[DIRECTIONS FOR THIS TASK] Within the data that follows, set down exactly the lines from the one containing "index tip: (191, 103)" through the one containing "pinky dip: (61, 82)", both ends included.
GIVEN INFORMATION Block Start
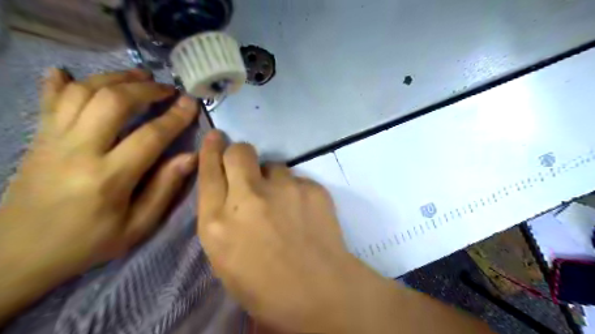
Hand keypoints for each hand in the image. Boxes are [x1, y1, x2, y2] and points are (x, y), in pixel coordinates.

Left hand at [0, 67, 199, 323]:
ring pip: (83, 93)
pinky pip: (49, 102)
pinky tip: (69, 72)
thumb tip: (191, 157)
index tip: (191, 103)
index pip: (150, 136)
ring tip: (139, 75)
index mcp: (109, 178)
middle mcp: (78, 151)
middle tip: (167, 89)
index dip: (174, 117)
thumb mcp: (137, 226)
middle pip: (113, 102)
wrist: (16, 255)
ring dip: (115, 78)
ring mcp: (53, 141)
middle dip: (145, 89)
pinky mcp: (38, 139)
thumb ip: (164, 188)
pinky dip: (61, 82)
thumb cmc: (87, 243)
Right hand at [197, 131, 495, 333]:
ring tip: (284, 203)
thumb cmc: (265, 287)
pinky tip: (304, 213)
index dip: (210, 151)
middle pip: (239, 152)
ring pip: (273, 165)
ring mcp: (283, 189)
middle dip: (239, 153)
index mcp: (218, 222)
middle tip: (247, 165)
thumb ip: (222, 220)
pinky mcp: (311, 188)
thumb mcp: (226, 259)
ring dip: (273, 179)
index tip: (215, 137)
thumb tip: (230, 193)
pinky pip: (298, 180)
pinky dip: (296, 191)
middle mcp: (248, 197)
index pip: (208, 172)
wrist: (318, 291)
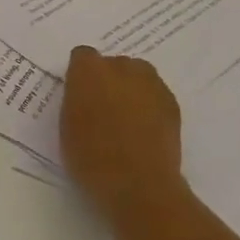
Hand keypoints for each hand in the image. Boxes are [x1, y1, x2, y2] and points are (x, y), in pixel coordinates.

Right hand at [59, 47, 182, 206]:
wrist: (138, 184)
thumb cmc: (90, 156)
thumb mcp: (66, 124)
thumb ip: (75, 99)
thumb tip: (85, 93)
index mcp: (89, 71)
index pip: (82, 56)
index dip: (80, 74)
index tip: (78, 94)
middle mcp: (122, 68)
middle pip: (113, 63)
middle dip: (108, 78)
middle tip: (102, 106)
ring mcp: (151, 84)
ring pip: (139, 75)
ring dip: (130, 88)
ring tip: (125, 117)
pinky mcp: (172, 103)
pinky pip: (155, 94)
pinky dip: (149, 104)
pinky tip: (143, 129)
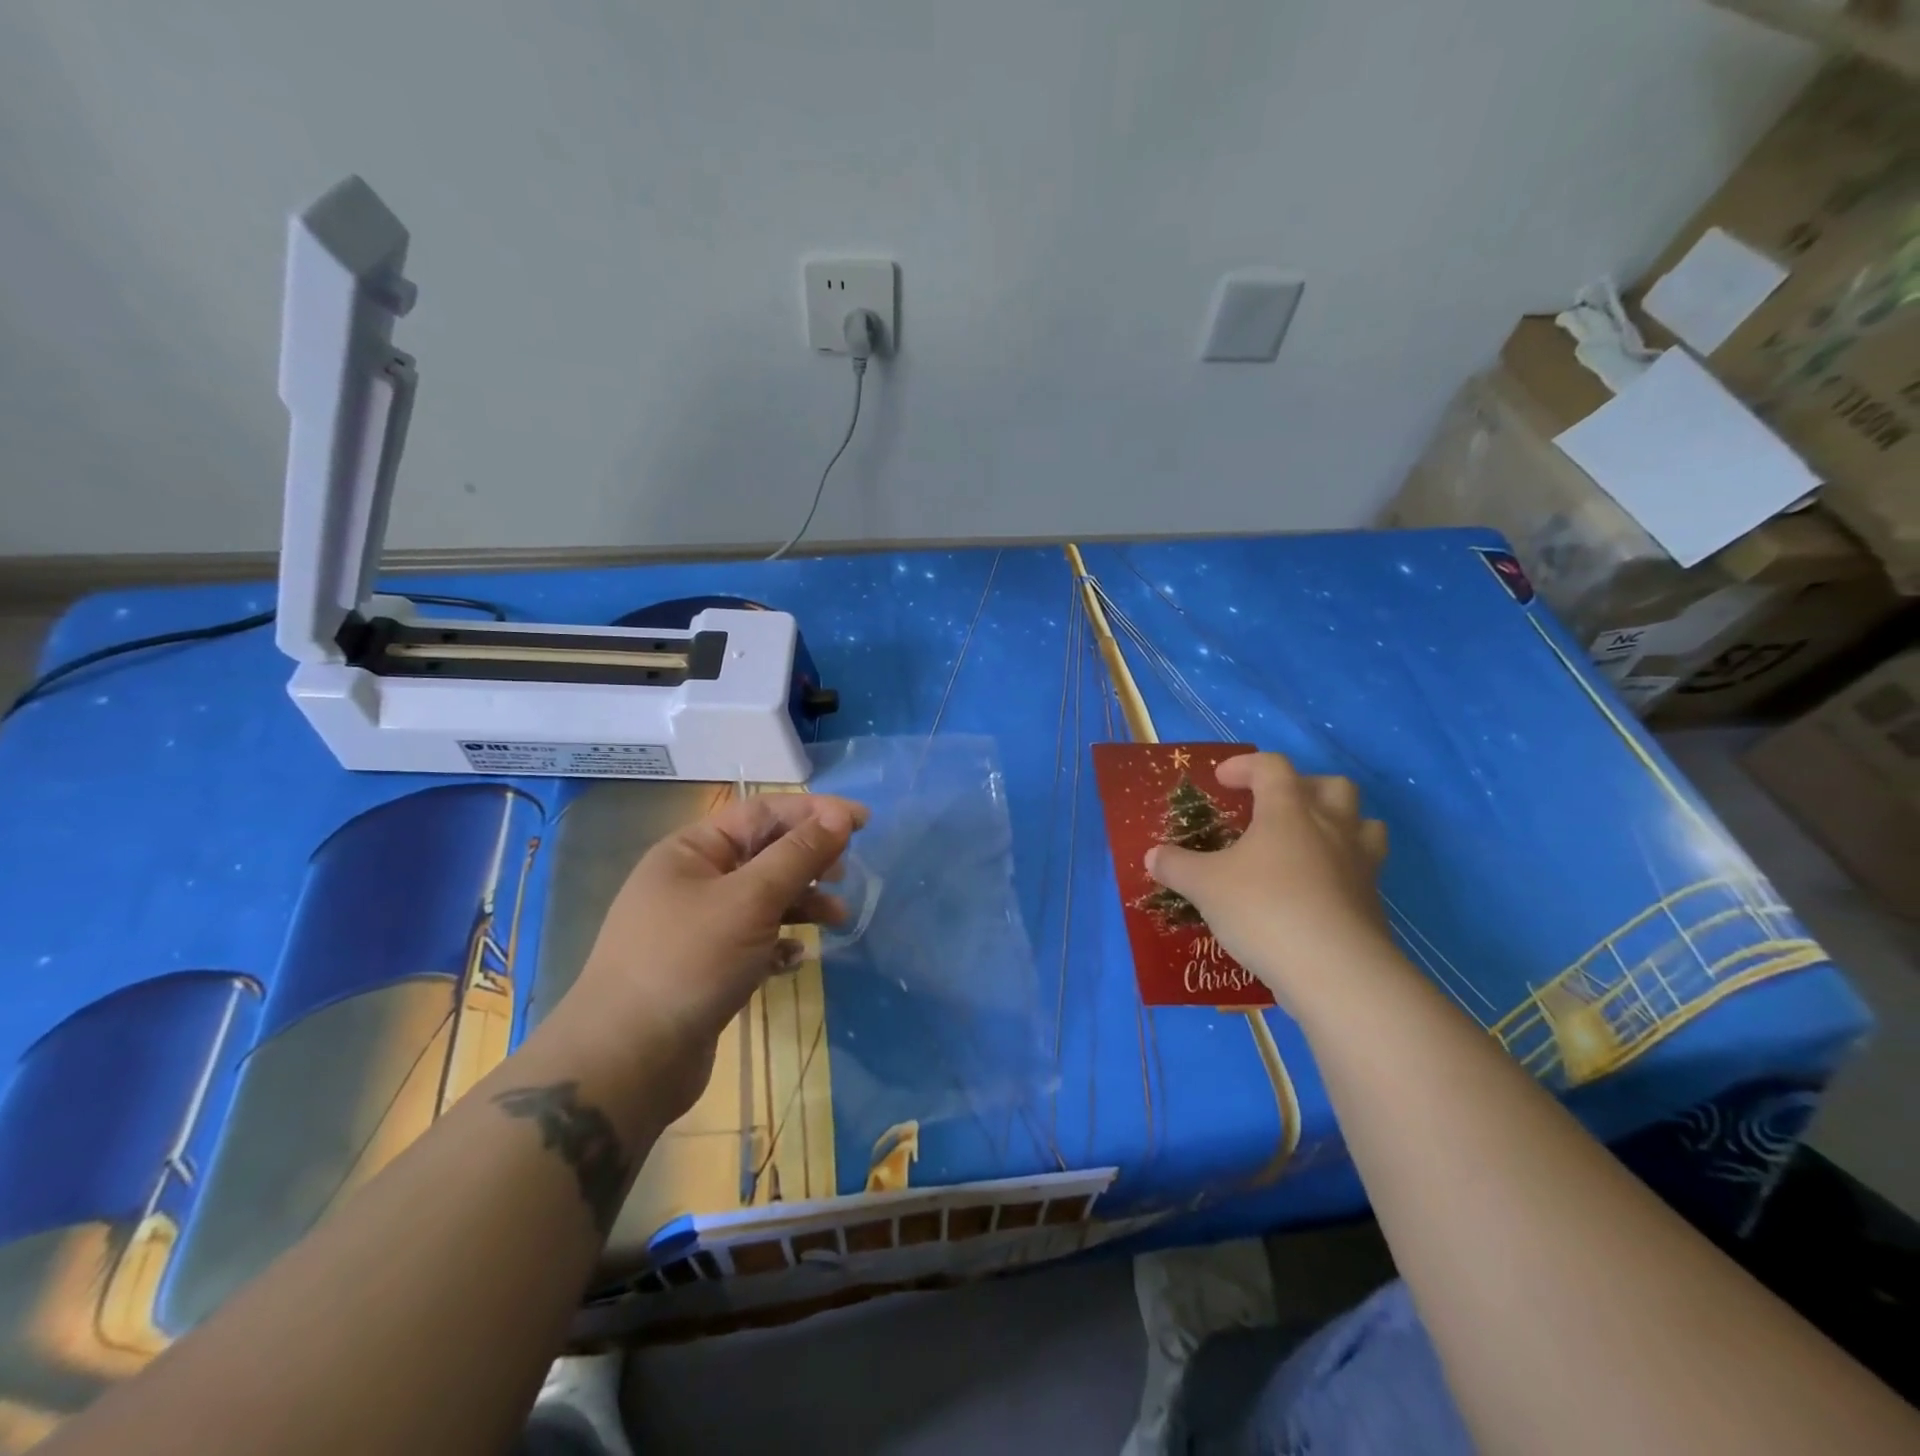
GIVEN INFORMATION Block End
[ANSWER SPACE]
index tip: (191, 103)
index pip: (150, 136)
ring tip: (139, 75)
index mcp: (109, 178)
middle mcp: (78, 151)
middle tip: (167, 89)
index dip: (174, 117)
thumb mcp: (137, 226)
middle pip: (113, 102)
wrist: (16, 255)
ring dip: (115, 78)
ring mcp: (53, 141)
middle dip: (145, 89)
pinky mcp: (38, 139)
thumb ip: (164, 188)
pinky dip: (61, 82)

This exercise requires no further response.